Overall, this is an excellent report. Wisely, it does not dwell on the historical reasons why Athabasca University got itself into its current mess but instead focuses on what its future role should be, what it can uniquely contribute to the province, and what is needed to right the ship, including more money.
However, the main challenges, in my view, remain more internal than external. The Board of Governors, senior administration, faculty, staff and students still need to develop together a clear and shared vision for the future of the institution that presents a strong enough value proposition to the government to justify the increased operational and investment funding that is needed. Although the external reviewer does a good job suggesting what some of the elements of such a vision might be, it has to come from the university community itself. This is long overdue and cannot be delayed much longer otherwise the government’s patience will understandably run out. Money itself is not the issue – it is the value proposition that will persuade the government to prioritise funding for AU that still needs to be made by the university itself. In other words it’s a trust issue – if we give you more money, what will you deliver?

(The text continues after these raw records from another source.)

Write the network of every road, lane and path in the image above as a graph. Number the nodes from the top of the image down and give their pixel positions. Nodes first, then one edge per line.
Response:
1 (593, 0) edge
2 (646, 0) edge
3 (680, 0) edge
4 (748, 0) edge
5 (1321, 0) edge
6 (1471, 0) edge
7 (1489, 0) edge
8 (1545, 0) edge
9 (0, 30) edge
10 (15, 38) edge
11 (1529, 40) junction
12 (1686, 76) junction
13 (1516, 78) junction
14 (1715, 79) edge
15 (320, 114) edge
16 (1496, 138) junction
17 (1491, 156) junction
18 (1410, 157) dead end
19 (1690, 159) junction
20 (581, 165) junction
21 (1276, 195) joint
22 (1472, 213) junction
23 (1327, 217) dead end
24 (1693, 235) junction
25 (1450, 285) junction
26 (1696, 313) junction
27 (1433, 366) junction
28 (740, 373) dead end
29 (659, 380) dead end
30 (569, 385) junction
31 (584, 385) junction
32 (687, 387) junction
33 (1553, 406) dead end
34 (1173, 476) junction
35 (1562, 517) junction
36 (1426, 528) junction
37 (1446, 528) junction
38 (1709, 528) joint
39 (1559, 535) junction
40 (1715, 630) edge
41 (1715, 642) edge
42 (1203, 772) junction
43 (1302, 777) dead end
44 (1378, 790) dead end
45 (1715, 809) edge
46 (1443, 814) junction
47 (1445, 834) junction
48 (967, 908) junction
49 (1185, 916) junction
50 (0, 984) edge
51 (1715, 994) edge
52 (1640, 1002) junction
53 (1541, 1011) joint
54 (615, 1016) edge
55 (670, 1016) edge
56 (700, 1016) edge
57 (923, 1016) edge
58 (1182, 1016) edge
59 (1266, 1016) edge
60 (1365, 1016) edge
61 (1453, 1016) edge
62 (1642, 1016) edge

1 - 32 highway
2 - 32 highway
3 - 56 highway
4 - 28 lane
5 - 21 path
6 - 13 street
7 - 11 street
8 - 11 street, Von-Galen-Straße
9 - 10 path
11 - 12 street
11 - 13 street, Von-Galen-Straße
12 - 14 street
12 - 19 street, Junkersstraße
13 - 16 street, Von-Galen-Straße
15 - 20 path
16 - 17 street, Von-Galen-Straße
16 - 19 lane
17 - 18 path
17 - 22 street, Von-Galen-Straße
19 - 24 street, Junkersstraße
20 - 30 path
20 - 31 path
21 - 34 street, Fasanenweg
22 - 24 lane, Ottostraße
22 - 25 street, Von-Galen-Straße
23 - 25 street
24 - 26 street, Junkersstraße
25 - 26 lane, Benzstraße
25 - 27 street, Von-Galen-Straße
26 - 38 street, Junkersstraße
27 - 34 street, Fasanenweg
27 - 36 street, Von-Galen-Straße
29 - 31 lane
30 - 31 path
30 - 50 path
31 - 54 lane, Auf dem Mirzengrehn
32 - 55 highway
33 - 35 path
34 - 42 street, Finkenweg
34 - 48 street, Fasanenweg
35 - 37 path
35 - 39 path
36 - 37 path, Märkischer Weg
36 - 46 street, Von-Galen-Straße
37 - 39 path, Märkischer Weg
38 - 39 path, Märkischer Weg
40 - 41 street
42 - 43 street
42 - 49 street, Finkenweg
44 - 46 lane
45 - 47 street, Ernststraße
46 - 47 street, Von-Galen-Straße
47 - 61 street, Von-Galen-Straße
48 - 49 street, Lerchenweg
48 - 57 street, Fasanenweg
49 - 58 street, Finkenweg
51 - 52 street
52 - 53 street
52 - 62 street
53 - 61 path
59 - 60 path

The second major challenge, while strongly linked to vision and funding, is the institutional culture. Major changes in course design, educational technology, student support and administration, marketing and PR are urgently needed to bring AU into advanced 21st century practice in online and distance learning. I fear that while there are visionary faculty and staff at AU who understand this, there is still too much resistance from traditionalists and those who see change as undermining academic excellence or threatening their comfort zone. Without these necessary structural and cultural changes though AU will not be able to implement its vision, no matter how persuasive it is. So there is also a competency issue – if we give you more money, can you deliver on your promises?
I think these are still open questions but at least the external review offers a vote of confidence in the university. Now it is up to the university community to turn this opportunity into something more concrete. But it needs to move fast. The window of opportunity is closing fast.